Bien que j'ignorais le sort qui allait bientôt m'être réservé, je devais remplir mes devoirs de chasseuse. Et s'entraîner quotidiennement était le premier d'entre eux.
Quand je tapai le code qui ouvrait notre cabane à outils, je sentis mon estomac se contracter.
Je n'étais plus revenue ici depuis le soir de la mort de Jennifer.
La première chose qui me frappa en pénétrant dans le bâtiment aménagé fut le silence qui y régnait.
Je descendis l'escalier et l'écho que laissèrent mes semelles sur les marches me serra le coeur.
Comme j'atteignais la salle principale, je ravalai mes émotions. Et le souvenir de mon entrevue avec les représentants de l'Ordre me revint en mémoire, allumant en moi une rage indicible.
Je continuai mon chemin pour atteindre l'espace d'entraînement que mon père avait fait creuser. Bien qu'elle ait été conçue de manière à représenter la plus grande économie d'espace possible, elle suffisait à assurer le meilleur entraînement possible, si l'on exceptait les techniques de combat telles que le tir à l'arc, le tir ou le lancer de couteaux.
Je pris une perche en bois.
D'ordinaire, je déteste me battre avec cela, rien ne vaut mes poignards. Cependant, ce jour-là, je voulais essayer quelque chose de nouveau. Et puis, manier le bâton, même trop long, pouvait se faire seul.
Je me mis en position.
Devant moi, le visage de la représentante de l'Ordre flotta. Je me rappelai le rictus dédaigneux et l'arrogance avec laquelle elle s'était adressée à moi.
La perche fendit l'air.
Il était clair que mon temps ici était compté.
Je rejetai le coude en arrière et balayai à nouveau l'espace devant moi avec la perche tout en ajoutant un geste souple à mon poignet, ce qui eut pour effet d'imprimer à mon arme une trajectoire courbe.
Les chasseurs de démons ne pouvaient pas opérer seuls. Tant que ma soeur et moi étions ensemble, nous pouvions vivre ici, avec nos parents. Maintenant que Jennifer était...
J'esquissai une fente rapide vers l'avant puis tournai sur moi-même, attaquant ainsi un ennemi imaginaire qui se serait trouvé derrière moi.
J'allais connaître ce que beaucoup d'enfants de chasseurs de démons connaissaient : la délocalisation. Afin de servir l'Ordre, j'allais être arrachée à ma famille, à mes amis, à ma vie. Ce n'était plus qu'une question de temps.
De rage, j'opérai un enchaînement compliqué et bientôt, plus rien ne compta que moi et le contact du bois de mon arme contre mes paumes. La salle autour de moi s'obscurcit et j'attaquai le vide qui m'entourait, le fendant à de multiples endroits à la fois.

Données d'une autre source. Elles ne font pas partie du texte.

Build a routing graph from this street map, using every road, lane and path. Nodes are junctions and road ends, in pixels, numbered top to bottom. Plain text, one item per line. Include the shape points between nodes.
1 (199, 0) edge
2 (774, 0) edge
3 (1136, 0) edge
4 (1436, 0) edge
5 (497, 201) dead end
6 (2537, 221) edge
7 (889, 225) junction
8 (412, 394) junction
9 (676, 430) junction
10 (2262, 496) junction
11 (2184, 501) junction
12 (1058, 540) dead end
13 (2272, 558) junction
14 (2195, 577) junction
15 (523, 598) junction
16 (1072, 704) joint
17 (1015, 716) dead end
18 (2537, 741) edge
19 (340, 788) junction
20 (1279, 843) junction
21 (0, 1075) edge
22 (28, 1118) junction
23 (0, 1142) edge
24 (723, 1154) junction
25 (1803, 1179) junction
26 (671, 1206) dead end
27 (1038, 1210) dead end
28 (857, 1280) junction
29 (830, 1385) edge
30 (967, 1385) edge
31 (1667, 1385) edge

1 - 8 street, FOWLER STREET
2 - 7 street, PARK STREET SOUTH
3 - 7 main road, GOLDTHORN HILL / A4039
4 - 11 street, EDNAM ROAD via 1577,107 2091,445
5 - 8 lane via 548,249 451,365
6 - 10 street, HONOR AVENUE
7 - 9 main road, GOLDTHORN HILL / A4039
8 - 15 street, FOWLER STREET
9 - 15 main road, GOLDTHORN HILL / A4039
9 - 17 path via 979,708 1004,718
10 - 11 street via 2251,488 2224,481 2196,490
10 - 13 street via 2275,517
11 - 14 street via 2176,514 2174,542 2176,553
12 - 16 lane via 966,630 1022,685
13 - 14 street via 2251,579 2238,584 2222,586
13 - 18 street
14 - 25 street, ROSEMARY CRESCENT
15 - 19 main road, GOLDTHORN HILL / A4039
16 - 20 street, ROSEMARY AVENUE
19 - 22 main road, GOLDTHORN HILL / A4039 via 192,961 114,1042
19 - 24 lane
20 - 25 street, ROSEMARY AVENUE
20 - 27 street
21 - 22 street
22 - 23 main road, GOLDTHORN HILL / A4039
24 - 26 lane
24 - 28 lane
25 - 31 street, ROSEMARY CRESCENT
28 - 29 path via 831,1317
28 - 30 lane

Une haine inconnue m'habitait. Je les détestais, je détestais la vie qu'ils nous imposaient, je détestais le pouvoir qu'ils avaient sur nous, je détestais l'injustice que tout cela sous-entendait, je détestais que Jennifer soit morte, et par-dessus tout,  je me détestais.
Je continuais de balancer des coups. Autour de moi et soudain, la lumière fusa.
— Aleisha !
Je sursautai et me mis à cligner des yeux.

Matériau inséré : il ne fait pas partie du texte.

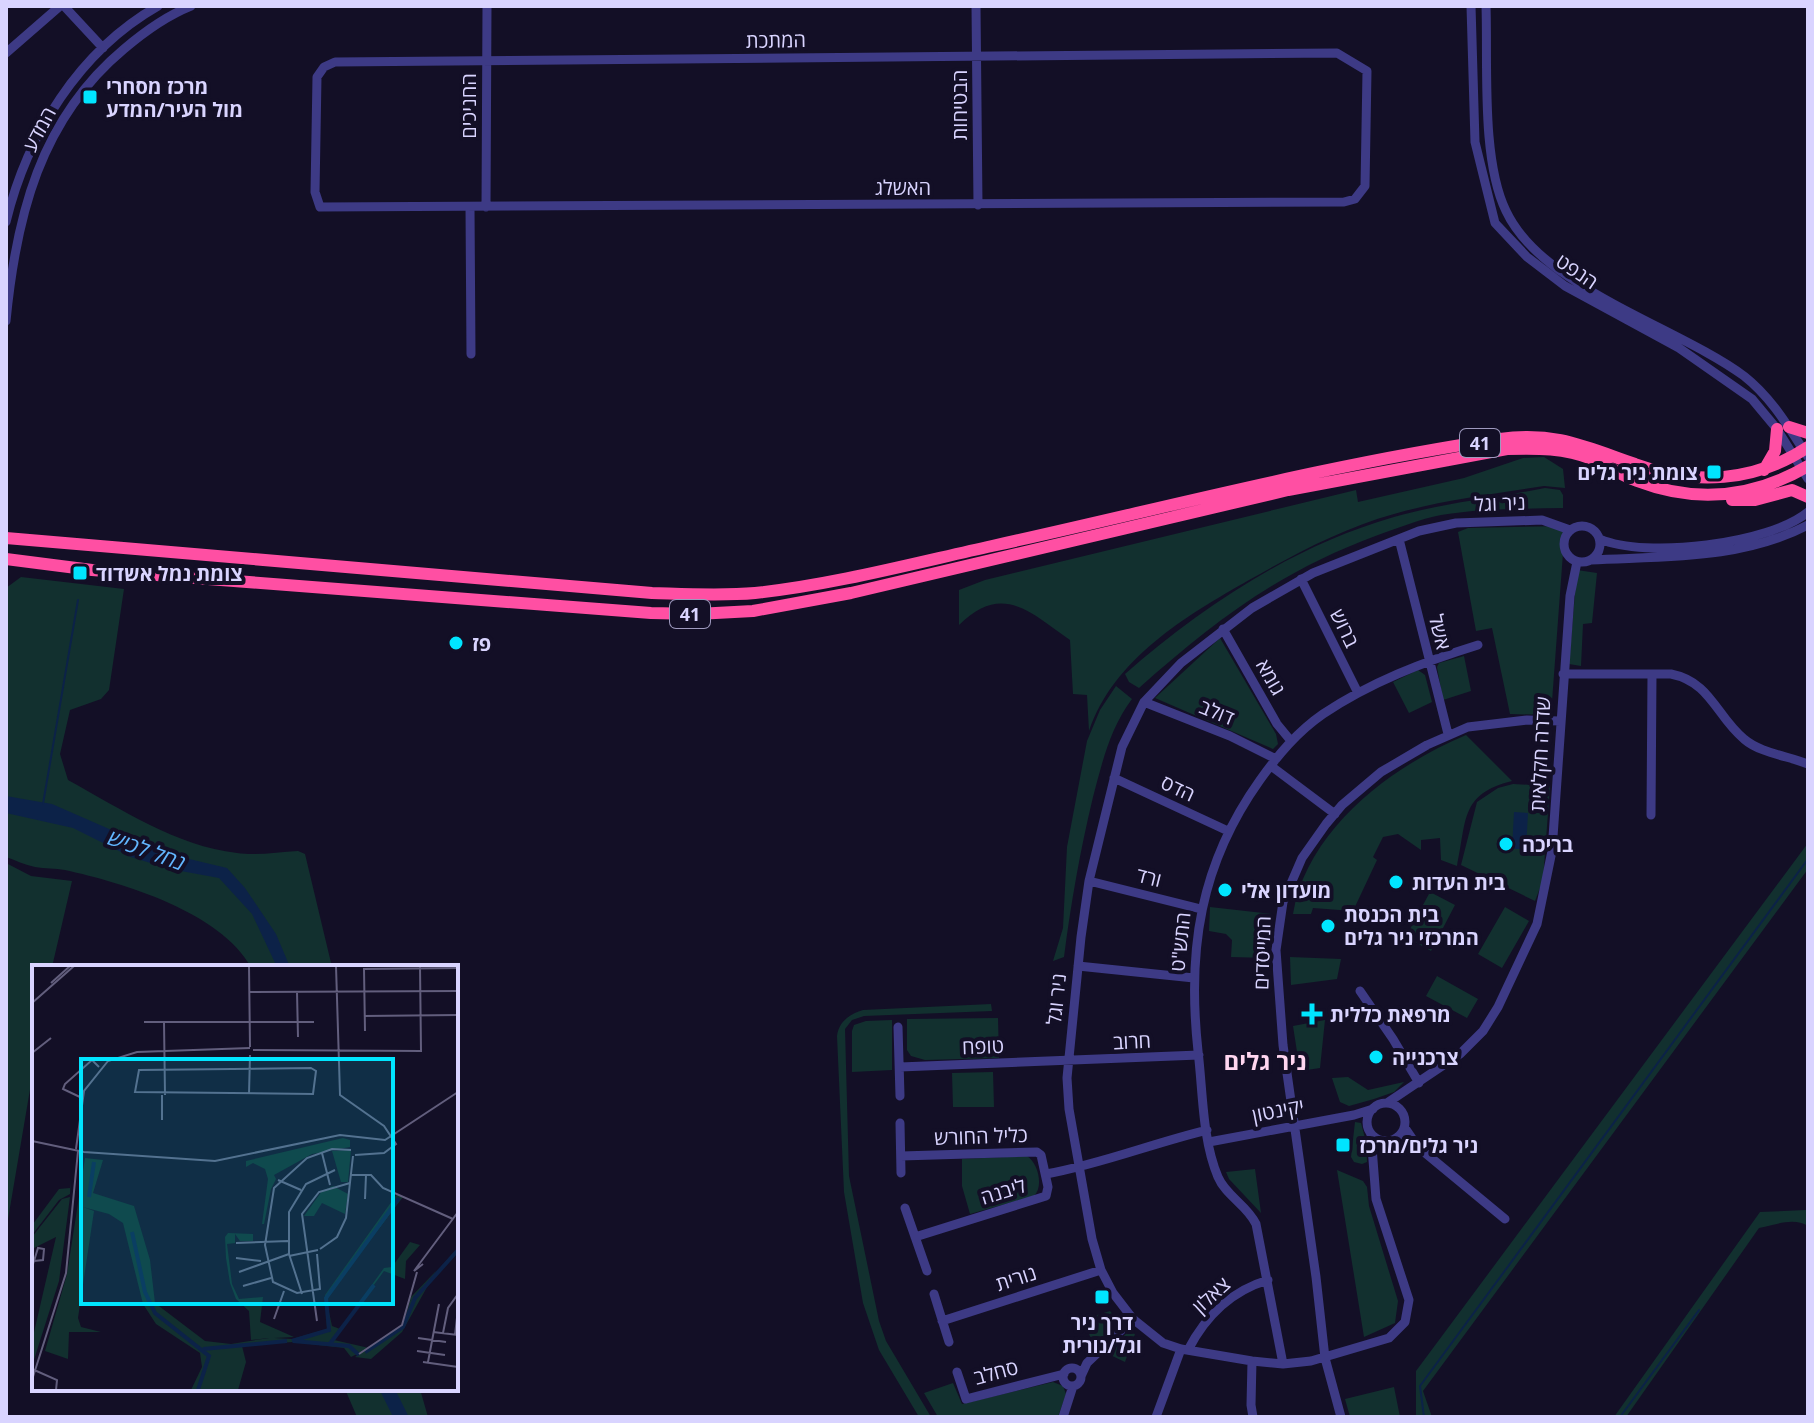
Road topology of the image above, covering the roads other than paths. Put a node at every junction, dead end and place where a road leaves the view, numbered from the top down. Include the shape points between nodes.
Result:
1 (62, 6) edge
2 (158, 6) edge
3 (191, 6) edge
4 (487, 6) edge
5 (976, 6) edge
6 (1471, 6) edge
7 (1486, 6) edge
8 (103, 48) junction
9 (6, 53) edge
10 (976, 56) junction
11 (486, 60) junction
12 (1367, 71) joint
13 (16, 188) junction
14 (6, 197) edge
15 (978, 205) junction
16 (320, 207) joint
17 (470, 207) junction
18 (486, 207) junction
19 (6, 219) edge
20 (20, 223) junction
21 (6, 321) edge
22 (471, 354) dead end
23 (1783, 428) junction
24 (1808, 433) edge
25 (1805, 461) edge
26 (1764, 470) junction
27 (1709, 495) junction
28 (1808, 497) edge
29 (1808, 512) edge
30 (1808, 525) edge
31 (6, 528) edge
32 (1570, 530) junction
33 (6, 538) edge
34 (1399, 539) junction
35 (1600, 539) junction
36 (41, 542) junction
37 (1631, 554) junction
38 (6, 559) edge
39 (1591, 560) junction
40 (30, 562) junction
41 (1577, 562) junction
42 (6, 568) edge
43 (1301, 579) junction
44 (1223, 629) junction
45 (1478, 645) dead end
46 (1429, 660) junction
47 (1563, 674) junction
48 (1652, 674) junction
49 (1358, 693) junction
50 (1144, 702) junction
51 (1560, 721) junction
52 (1448, 734) junction
53 (1291, 741) junction
54 (1273, 762) junction
55 (1808, 764) edge
56 (1114, 778) junction
57 (1335, 814) junction
58 (1651, 815) dead end
59 (1228, 831) junction
60 (1089, 881) junction
61 (1201, 909) junction
62 (1078, 966) junction
63 (1194, 978) junction
64 (1360, 991) dead end
65 (898, 1027) dead end
66 (1199, 1055) junction
67 (1068, 1062) junction
68 (900, 1067) junction
69 (1419, 1083) junction
70 (1409, 1090) junction
71 (900, 1096) dead end
72 (1387, 1103) junction
73 (1373, 1109) junction
74 (1403, 1112) junction
75 (1354, 1115) junction
76 (900, 1123) dead end
77 (1293, 1125) junction
78 (1405, 1128) junction
79 (1369, 1129) junction
80 (1207, 1130) junction
81 (1391, 1140) junction
82 (1209, 1142) junction
83 (1418, 1147) junction
84 (901, 1156) junction
85 (1373, 1161) junction
86 (1080, 1168) junction
87 (901, 1173) dead end
88 (1046, 1174) junction
89 (905, 1208) dead end
90 (1505, 1219) dead end
91 (915, 1237) junction
92 (1101, 1270) junction
93 (927, 1271) dead end
94 (1268, 1280) junction
95 (934, 1294) dead end
96 (1133, 1319) junction
97 (942, 1321) junction
98 (949, 1342) dead end
99 (1185, 1350) junction
100 (1325, 1358) junction
101 (1252, 1361) junction
102 (1283, 1364) junction
103 (957, 1372) dead end
104 (1073, 1373) junction
105 (1073, 1386) junction
106 (1251, 1405) junction
107 (1063, 1417) edge
108 (1156, 1417) edge
109 (1247, 1417) edge
110 (1253, 1417) edge
111 (1341, 1417) edge

1 - 8 street
1 - 9 street
2 - 8 street, המדע
3 - 20 street, המדע via 134,41 80,94 49,143
4 - 11 street, החניכים
5 - 10 street, הבטיחות
6 - 23 street, הנפט via 1475,142 1495,223 1565,286 1679,348 1752,399
7 - 23 street, הנפט via 1491,141 1500,194 1513,224 1570,278 1743,376 1761,391
8 - 13 street, המדע via 52,110
10 - 11 street, המתכת
10 - 12 street, המתכת via 1337,53
10 - 15 street, הבטיחות
11 - 16 street, המתכת via 335,62 324,67 317,77 315,192
11 - 18 street, החניכים
12 - 15 street, האשלג via 1365,186 1355,199
13 - 14 street
13 - 19 street, המדע
15 - 18 street, האשלג
16 - 17 street, האשלג
17 - 18 street, האשלג
17 - 22 street
19 - 20 street
20 - 21 street, המדע
23 - 24 highway
23 - 25 street, הנפט
23 - 26 highway
25 - 26 highway, 41
25 - 27 highway, 41 via 1761,489
26 - 36 highway, 41 via 1735,477 1683,476 1569,441 1504,439 1341,467 936,558 750,593 652,593
27 - 28 highway via 1755,500 1792,490
27 - 40 highway, 41 via 1636,481 1572,453 1507,449 1300,487 781,608 697,614
29 - 37 street via 1750,537
30 - 37 street via 1746,549
31 - 36 highway
32 - 34 street, ניר וגל via 1542,520 1481,521 1429,528
32 - 35 street via 1588,526
32 - 41 street via 1564,545
33 - 36 highway, 41
34 - 43 street, ניר וגל
34 - 46 street, אשל
35 - 37 street
35 - 39 street
37 - 39 street
38 - 40 highway, 41
39 - 41 street
40 - 42 highway
41 - 47 street, שדרה חקלאית
43 - 44 street, ניר וגל
43 - 49 street, ברוש
44 - 50 street, ניר וגל
44 - 53 street, גומא
45 - 46 street, התש"ט
46 - 49 street, התש"ט
46 - 52 street, אשל
47 - 48 street
47 - 51 street, שדרה חקלאית
48 - 55 street via 1693,680 1745,741
48 - 58 street
49 - 53 street, התש"ט
50 - 54 street, דולב via 1230,736
50 - 56 street, ניר וגל via 1126,736
51 - 52 street, המייסדים via 1486,723
51 - 69 street, שדרה חקלאית via 1552,851 1529,943 1483,1031
52 - 57 street, המייסדים via 1381,772
53 - 54 street, התש"ט
54 - 57 street, דולב
54 - 59 street, התש"ט
56 - 59 street, הדס
56 - 60 street, ניר וגל
57 - 77 street, המייסדים via 1302,858 1278,924 1278,1005
59 - 61 street, התש"ט
60 - 61 street, ורד
60 - 62 street, ניר וגל
61 - 63 street, התש"ט
62 - 63 street
62 - 67 street, ניר וגל
63 - 66 street, התש"ט
64 - 69 street
65 - 68 street
66 - 67 street, חרוב
66 - 80 street, התש"ט
67 - 68 street, טופח
67 - 86 street, ניר וגל via 1069,1109
68 - 71 street
69 - 70 street, שדרה חקלאית
70 - 72 street, שדרה חקלאית
70 - 74 street
72 - 73 street
72 - 74 street
73 - 75 street, יקינטון
73 - 79 street
74 - 78 street
75 - 77 street, יקינטון
75 - 79 street
76 - 84 street
77 - 82 street, יקינטון
77 - 100 street, המייסדים
78 - 81 street
78 - 83 street
79 - 81 street via 1377,1139
79 - 85 street, ניר וגל
80 - 82 street, התש"ט
80 - 86 street
81 - 83 street
81 - 85 street via 1375,1152
82 - 94 street, התש"ט via 1219,1180 1256,1224
83 - 90 street
84 - 87 street
84 - 88 street, כליל החורש via 1032,1151 1041,1155
85 - 100 street, ניר וגל via 1376,1199 1406,1290 1408,1314 1389,1338
86 - 88 street, ליבנה
86 - 92 street, ניר וגל
88 - 91 street, ליבנה via 1046,1196
89 - 91 street
91 - 93 street
92 - 96 street, ניר וגל
92 - 97 street, נורית
94 - 99 street, צאלון via 1238,1292 1213,1313
94 - 102 street, התש"ט
95 - 97 street
96 - 99 street, ניר וגל via 1163,1343
96 - 104 street
97 - 98 street
99 - 101 street, ניר וגל
99 - 108 street, צאלון
100 - 102 street, ניר וגל
100 - 111 street, המייסדים
101 - 102 street, ניר וגל
101 - 106 street
103 - 104 street, סחלב via 966,1399
104 - 105 street via 1080,1382
104 - 105 street via 1065,1382
105 - 107 street
106 - 109 street
106 - 110 street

Ma mère se tenait à l'entrée de la salle d'entraînement, la main posée devant sa bouche, comme si elle voulait retenir un cri silencieux.
Je repris alors peu à peu conscience de l'endroit où je me trouvais. C'était comme si mes sens se reconnectaient un à un à mon cerveau. Je sentis la sueur qui inondait mon visage, mon dos et mes épaules ; les muscles de mes avant-bras m'élancèrent douloureusement, mon coeur palpitait dans ma poitrine, comme l'aurait fait un oiseau cognant contre les parois de sa cage. Les paumes de mes mains brûlaient.
Mes yeux se posèrent sur la perche que je tenais, ou du moins sur ce qui en restait. L'arme avait été cassée à mi-hauteur. Les échardes s'échappaient du bois à l'endroit de la cassure comme un millier d'aiguilles rendues folles.
Je balayai la salle des yeux. J'avais brisé la perche à mainte reprises, contre les murs, des armoires et les quelques meubles de rangements, pourtant rares, qui occupaient la pièce.
Je jetai ce qui restait de mon arme sur le sol, comme si elle m'avait brûlée.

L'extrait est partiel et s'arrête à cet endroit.